## Desharnais

In [2]:
import numpy as np

import pandas as pd
import matplotlib.pyplot as plt

from scipy.io import arff

#algoritmos ia
from sklearn.neighbors import KNeighborsRegressor 
from sklearn.neural_network import MLPRegressor
from sklearn.ensemble import RandomForestRegressor
from sklearn import svm 

from sklearn import model_selection as ms
from sklearn.datasets import make_regression

## Preparando Dados

In [26]:
#Carregando dados

data, meta = arff.loadarff('datasets/desharnais.arff')
df = pd.DataFrame(data)
df.head()

Unnamed: 0,Project,TeamExp,ManagerExp,YearEnd,Length,Effort,Transactions,Entities,PointsAdjust,Envergure,PointsNonAjust,Language
0,1.0,1.0,4.0,85.0,12.0,5152.0,253.0,52.0,305.0,34.0,302.0,b'1'
1,2.0,0.0,0.0,86.0,4.0,5635.0,197.0,124.0,321.0,33.0,315.0,b'1'
2,3.0,4.0,4.0,85.0,1.0,805.0,40.0,60.0,100.0,18.0,83.0,b'1'
3,4.0,0.0,0.0,86.0,5.0,3829.0,200.0,119.0,319.0,30.0,303.0,b'1'
4,5.0,0.0,0.0,86.0,4.0,2149.0,140.0,94.0,234.0,24.0,208.0,b'1'


In [27]:
def one_hot_enconder(X_transform, transform_data): #X_transform = data, transform_data = colunas
    
    for col in transform_data:
        cols = X_transform[col].unique() #retorna os valores da categoria que serão transformados em colunas 
        col_position = X_transform.columns.get_loc(col) #retorna posição da coluna, a partir dessa posição será adicionado as demais
        col_values = X_transform.pop(col) #retorna os valores da coluna primordial e apaga e remove 
        for c in cols: 
            X_transform.insert(col_position, str(col) + "_" + str(c).replace('b\'','').replace('\'',''), col_values.eq(c))
            col_position += 1

    return X_transform.replace({True: 1, False: 0})  

In [28]:
#removendo atributos desnecessário "Project" (id do projeto), "PointsAdjust" (PoinstNonAjust + fator
#de ajustes na técnica de pontos por função) e YearEnd.

df = df.drop(['Project','YearEnd', 'PointsAdjust'], axis=1)

#removendo linhas com atributos nulos ou vazios

df = df.dropna()

#Convertendo atributos categóricos em colunas. "OneHotEncoder"

transform_data = ['Language']
df =  one_hot_enconder(df, transform_data)

#normalizando dados - #min-max df=(df-df.min())/(df.max()-df.min()) - #zscore df=(df-df.mean())/df.std()

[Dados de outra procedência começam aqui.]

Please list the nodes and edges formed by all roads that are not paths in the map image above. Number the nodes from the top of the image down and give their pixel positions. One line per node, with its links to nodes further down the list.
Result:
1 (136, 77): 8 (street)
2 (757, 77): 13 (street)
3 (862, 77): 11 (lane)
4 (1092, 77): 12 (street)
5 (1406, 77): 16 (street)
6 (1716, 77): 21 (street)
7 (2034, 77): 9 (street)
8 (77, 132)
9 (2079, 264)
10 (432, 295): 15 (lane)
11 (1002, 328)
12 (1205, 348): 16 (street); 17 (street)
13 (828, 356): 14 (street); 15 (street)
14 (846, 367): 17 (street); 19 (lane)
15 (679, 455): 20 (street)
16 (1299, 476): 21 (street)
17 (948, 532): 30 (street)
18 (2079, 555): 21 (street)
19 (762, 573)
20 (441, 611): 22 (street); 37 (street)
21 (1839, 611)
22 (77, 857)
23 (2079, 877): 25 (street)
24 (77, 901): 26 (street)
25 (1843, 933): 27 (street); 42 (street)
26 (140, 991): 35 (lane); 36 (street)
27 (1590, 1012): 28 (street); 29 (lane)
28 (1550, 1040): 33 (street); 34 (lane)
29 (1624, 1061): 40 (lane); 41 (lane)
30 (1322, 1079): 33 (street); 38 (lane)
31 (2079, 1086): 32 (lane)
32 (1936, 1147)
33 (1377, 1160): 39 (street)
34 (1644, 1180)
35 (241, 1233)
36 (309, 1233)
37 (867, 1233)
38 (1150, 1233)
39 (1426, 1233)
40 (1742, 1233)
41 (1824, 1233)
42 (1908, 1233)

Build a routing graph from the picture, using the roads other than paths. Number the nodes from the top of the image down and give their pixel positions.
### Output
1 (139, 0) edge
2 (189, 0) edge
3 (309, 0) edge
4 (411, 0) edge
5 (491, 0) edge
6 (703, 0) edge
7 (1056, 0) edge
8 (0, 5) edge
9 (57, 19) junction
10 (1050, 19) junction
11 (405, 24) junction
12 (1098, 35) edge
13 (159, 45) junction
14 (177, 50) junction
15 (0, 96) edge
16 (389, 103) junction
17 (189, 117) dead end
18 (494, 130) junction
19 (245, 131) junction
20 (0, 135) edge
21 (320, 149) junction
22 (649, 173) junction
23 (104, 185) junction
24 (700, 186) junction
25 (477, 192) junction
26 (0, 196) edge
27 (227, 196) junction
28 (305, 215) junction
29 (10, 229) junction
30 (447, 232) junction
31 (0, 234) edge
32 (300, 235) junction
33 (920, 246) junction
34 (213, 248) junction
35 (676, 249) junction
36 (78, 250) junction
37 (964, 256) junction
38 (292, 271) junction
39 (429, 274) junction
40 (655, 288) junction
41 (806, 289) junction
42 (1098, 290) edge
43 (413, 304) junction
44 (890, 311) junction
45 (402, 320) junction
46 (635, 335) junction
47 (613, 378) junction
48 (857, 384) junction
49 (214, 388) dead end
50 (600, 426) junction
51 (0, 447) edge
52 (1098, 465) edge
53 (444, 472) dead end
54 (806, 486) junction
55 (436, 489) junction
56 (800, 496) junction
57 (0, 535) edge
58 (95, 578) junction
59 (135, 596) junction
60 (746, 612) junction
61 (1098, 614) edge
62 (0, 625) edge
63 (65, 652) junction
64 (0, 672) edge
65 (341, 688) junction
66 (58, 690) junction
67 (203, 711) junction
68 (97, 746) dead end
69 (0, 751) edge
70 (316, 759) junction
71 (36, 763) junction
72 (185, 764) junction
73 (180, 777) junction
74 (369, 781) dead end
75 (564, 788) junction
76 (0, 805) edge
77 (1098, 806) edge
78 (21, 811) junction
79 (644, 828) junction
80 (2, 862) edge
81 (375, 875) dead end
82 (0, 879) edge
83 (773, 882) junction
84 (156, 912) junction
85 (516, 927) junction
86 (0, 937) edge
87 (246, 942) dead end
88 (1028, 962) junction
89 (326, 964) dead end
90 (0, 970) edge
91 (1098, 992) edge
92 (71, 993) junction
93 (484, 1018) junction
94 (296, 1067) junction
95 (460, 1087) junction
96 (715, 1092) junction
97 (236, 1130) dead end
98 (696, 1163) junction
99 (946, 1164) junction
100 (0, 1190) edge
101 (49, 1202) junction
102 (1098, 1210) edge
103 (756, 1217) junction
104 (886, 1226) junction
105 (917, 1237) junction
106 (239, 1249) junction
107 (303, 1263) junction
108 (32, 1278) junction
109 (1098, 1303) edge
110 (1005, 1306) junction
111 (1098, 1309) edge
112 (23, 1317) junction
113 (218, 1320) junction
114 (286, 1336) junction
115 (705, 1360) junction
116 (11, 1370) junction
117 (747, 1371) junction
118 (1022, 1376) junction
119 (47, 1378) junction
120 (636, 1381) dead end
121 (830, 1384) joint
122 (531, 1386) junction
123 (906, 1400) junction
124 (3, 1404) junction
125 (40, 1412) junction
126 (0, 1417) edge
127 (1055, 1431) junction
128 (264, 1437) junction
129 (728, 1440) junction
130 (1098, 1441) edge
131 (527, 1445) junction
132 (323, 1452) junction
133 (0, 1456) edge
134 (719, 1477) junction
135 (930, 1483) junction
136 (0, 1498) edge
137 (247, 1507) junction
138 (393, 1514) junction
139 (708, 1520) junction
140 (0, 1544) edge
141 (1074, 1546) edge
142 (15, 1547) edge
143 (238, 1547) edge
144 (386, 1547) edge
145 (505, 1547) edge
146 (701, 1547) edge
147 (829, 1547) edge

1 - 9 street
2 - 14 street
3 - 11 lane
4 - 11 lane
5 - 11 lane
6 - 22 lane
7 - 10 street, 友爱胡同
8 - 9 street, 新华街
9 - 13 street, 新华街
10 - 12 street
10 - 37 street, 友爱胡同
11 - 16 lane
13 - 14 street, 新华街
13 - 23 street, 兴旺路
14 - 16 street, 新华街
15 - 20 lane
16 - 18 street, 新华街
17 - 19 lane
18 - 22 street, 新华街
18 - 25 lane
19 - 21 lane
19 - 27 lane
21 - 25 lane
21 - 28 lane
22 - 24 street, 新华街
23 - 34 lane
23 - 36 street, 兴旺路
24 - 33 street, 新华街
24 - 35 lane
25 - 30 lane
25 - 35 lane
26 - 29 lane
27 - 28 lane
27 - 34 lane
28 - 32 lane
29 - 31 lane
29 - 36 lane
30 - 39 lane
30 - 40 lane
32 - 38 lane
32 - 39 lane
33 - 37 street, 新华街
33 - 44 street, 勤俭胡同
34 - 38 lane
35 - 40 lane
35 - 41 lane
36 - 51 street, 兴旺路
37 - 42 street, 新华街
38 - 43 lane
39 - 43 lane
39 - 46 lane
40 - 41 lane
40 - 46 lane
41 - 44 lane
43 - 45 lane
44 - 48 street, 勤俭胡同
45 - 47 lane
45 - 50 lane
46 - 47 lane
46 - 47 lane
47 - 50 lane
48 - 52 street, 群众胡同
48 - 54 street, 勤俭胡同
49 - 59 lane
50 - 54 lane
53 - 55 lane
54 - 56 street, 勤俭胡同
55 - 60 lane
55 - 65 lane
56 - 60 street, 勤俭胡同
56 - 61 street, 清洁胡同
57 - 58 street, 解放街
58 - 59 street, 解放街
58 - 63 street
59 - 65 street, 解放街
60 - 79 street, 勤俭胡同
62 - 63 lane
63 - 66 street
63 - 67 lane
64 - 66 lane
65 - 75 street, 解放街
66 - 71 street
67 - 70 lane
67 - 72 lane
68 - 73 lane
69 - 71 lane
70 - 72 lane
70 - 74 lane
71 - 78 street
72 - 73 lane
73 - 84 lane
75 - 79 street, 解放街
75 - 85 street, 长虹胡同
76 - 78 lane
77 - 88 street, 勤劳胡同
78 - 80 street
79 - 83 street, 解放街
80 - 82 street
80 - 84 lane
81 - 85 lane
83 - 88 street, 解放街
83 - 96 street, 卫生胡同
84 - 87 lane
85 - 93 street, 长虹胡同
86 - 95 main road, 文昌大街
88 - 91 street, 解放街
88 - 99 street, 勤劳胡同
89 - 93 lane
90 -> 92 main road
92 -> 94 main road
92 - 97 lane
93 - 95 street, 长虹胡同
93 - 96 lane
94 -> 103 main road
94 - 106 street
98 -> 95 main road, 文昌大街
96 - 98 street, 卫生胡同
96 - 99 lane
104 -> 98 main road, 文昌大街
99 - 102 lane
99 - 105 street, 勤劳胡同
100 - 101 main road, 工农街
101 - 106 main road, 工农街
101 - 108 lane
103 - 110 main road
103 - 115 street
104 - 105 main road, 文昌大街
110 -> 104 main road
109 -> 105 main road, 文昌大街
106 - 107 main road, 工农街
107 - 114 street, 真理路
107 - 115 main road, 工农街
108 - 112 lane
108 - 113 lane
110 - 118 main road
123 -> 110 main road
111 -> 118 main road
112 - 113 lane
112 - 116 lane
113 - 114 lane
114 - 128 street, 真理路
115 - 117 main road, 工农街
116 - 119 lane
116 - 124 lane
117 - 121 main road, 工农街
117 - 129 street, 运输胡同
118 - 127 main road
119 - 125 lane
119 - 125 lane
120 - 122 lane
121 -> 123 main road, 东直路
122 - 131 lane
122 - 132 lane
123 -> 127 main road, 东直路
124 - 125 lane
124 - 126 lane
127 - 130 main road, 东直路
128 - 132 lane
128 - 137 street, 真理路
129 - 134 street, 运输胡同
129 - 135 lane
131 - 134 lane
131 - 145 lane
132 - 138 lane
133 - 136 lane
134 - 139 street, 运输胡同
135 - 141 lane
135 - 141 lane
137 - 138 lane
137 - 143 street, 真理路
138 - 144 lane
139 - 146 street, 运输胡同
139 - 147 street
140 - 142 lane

df = (df-df.mean())/df.std()

#separando atributo classe Effort para entrada nos modelos

X = df.drop(['Effort'], axis=1)
y = df['Effort']

## Treinando e avaliando o desempenho dos modelos

In [29]:
models = []
#Instanciando os modelos
models.append(['KNN', KNeighborsRegressor(n_neighbors=5)]) 
models.append(['MLP', MLPRegressor(activation='logistic', solver='sgd', alpha=0.02, max_iter=300, hidden_layer_sizes=200)])
models.append(['RFR', RandomForestRegressor()])
models.append(['SVR', svm.SVR()])

In [30]:
for model in models:
    cv = ms.KFold(n_splits=3, shuffle=True, random_state=1)
    scores = ms.cross_val_score(model[1], X, y, scoring='neg_mean_absolute_error', cv=cv, n_jobs=-1)
    #converter para positivo.
    scores = np.absolute(scores)
    s_mean = np.mean(scores)
    s_std = np.std(scores)
    
    print('-', model[0],'------------------------------------')
    print('Scores:', scores, 'MAE: %.4f' % (s_mean), 'STD: %.4f' % (s_std)) 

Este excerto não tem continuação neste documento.